Start of SUPPLIED DATA
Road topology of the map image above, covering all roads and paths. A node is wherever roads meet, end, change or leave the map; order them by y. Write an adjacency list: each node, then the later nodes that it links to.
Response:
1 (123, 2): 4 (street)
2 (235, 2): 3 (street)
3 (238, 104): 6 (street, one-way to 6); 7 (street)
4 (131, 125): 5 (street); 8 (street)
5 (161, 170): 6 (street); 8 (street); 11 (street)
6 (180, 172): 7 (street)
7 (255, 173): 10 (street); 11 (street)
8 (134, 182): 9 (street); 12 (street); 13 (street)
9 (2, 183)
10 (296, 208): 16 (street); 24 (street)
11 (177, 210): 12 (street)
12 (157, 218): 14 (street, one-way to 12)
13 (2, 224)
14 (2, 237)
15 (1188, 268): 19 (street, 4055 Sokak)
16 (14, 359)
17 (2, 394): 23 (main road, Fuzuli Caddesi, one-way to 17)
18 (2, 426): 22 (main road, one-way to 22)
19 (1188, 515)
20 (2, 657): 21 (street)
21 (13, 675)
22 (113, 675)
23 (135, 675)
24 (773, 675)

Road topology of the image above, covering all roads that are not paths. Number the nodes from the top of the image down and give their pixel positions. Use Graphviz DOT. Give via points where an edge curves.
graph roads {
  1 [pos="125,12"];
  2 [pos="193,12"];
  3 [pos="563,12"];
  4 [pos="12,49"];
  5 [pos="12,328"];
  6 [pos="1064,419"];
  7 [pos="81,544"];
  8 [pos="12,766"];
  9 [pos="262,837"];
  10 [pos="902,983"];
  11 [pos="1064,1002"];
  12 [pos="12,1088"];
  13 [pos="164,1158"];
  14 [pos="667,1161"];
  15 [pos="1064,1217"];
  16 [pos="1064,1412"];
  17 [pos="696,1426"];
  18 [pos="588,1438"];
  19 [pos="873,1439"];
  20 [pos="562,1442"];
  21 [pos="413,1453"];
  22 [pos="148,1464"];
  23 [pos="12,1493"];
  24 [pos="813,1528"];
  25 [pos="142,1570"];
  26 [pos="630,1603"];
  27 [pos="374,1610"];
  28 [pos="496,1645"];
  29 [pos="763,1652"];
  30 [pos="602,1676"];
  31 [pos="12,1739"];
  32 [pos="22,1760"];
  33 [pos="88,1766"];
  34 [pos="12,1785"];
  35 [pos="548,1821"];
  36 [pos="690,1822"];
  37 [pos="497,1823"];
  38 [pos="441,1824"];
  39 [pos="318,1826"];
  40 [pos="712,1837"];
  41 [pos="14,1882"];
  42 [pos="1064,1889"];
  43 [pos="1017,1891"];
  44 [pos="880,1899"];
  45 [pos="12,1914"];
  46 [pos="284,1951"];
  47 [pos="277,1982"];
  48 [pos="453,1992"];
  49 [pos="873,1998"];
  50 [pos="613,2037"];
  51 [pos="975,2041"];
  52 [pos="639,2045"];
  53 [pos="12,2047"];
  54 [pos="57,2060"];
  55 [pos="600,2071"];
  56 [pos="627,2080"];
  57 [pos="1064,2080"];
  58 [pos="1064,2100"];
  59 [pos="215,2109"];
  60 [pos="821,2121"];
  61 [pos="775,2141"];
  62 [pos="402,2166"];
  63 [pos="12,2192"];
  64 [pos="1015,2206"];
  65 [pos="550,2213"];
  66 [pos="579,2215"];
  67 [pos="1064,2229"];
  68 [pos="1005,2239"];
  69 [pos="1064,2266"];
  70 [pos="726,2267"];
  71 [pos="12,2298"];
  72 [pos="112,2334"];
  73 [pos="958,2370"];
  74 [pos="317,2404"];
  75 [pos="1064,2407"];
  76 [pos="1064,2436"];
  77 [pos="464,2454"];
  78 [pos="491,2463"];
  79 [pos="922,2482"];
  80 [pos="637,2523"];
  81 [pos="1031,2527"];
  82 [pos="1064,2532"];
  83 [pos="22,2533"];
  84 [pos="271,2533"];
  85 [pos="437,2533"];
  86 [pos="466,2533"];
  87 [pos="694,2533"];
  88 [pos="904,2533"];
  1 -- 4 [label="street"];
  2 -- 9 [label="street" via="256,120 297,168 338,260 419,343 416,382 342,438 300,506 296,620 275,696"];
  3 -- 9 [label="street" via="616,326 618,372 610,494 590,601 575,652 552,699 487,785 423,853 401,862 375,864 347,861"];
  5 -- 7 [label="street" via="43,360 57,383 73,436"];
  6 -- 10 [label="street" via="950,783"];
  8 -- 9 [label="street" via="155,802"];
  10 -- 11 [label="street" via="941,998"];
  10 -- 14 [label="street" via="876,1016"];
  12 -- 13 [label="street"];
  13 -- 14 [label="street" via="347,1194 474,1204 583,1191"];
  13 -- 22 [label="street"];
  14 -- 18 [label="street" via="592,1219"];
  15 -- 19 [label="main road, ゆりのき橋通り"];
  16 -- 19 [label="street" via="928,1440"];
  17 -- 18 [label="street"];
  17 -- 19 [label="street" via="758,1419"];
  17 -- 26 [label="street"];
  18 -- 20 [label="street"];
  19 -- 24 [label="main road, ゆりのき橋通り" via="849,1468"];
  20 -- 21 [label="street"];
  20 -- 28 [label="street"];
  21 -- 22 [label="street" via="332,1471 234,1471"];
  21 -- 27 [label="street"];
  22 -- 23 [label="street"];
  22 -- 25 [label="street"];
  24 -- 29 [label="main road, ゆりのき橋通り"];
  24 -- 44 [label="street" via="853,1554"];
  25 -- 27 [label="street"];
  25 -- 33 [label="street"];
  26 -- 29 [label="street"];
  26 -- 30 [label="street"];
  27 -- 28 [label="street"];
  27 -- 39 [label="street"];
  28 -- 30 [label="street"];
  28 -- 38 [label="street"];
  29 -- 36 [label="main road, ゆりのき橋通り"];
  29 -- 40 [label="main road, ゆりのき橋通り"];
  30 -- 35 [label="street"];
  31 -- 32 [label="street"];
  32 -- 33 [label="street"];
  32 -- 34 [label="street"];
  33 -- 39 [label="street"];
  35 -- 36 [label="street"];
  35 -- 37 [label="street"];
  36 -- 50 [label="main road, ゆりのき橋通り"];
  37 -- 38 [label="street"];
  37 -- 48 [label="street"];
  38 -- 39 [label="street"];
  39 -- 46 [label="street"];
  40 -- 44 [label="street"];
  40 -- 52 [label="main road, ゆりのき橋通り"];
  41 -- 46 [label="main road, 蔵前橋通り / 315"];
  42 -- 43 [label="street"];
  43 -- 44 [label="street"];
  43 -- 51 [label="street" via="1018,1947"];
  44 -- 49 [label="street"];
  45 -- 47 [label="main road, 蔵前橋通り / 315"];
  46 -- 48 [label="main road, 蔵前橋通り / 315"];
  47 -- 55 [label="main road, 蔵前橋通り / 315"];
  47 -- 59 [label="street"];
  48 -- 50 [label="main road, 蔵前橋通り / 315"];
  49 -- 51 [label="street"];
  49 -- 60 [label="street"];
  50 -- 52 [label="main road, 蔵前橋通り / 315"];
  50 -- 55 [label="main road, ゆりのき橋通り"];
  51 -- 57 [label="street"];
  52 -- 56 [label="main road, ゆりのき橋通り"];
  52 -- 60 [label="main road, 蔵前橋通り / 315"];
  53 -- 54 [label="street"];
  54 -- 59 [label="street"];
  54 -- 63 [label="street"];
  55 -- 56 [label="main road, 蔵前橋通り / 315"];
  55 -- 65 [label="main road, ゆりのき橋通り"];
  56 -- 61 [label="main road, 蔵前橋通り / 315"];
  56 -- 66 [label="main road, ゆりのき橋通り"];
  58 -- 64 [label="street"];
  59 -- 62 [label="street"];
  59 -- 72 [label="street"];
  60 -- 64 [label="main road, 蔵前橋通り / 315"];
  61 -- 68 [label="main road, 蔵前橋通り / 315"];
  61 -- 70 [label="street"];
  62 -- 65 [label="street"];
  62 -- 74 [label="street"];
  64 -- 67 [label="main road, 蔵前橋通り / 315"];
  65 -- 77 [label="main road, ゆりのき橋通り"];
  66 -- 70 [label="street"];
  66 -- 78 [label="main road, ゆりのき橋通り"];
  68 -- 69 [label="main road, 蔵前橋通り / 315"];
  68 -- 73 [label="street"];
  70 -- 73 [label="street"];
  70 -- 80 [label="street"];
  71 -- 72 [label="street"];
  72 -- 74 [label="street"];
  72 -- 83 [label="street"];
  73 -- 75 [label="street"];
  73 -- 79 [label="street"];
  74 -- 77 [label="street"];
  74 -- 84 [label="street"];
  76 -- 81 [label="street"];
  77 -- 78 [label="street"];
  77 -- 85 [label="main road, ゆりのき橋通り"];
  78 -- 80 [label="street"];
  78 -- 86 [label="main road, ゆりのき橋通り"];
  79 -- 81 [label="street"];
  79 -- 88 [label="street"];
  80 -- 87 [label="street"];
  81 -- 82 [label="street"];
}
End of SUPPLIED DATA
## WORK TASK
Scan the records above. Return every line with "image" in it.

## FINISHED EXERCISE
Road topology of the map image above, covering all roads and paths. A node is wherever roads meet, end, change or leave the map; order them by y. Write an adjacency list: each node, then the later nodes that it links to.
Road topology of the image above, covering all roads that are not paths. Number the nodes from the top of the image down and give their pixel positions. Use Graphviz DOT. Give via points where an edge curves.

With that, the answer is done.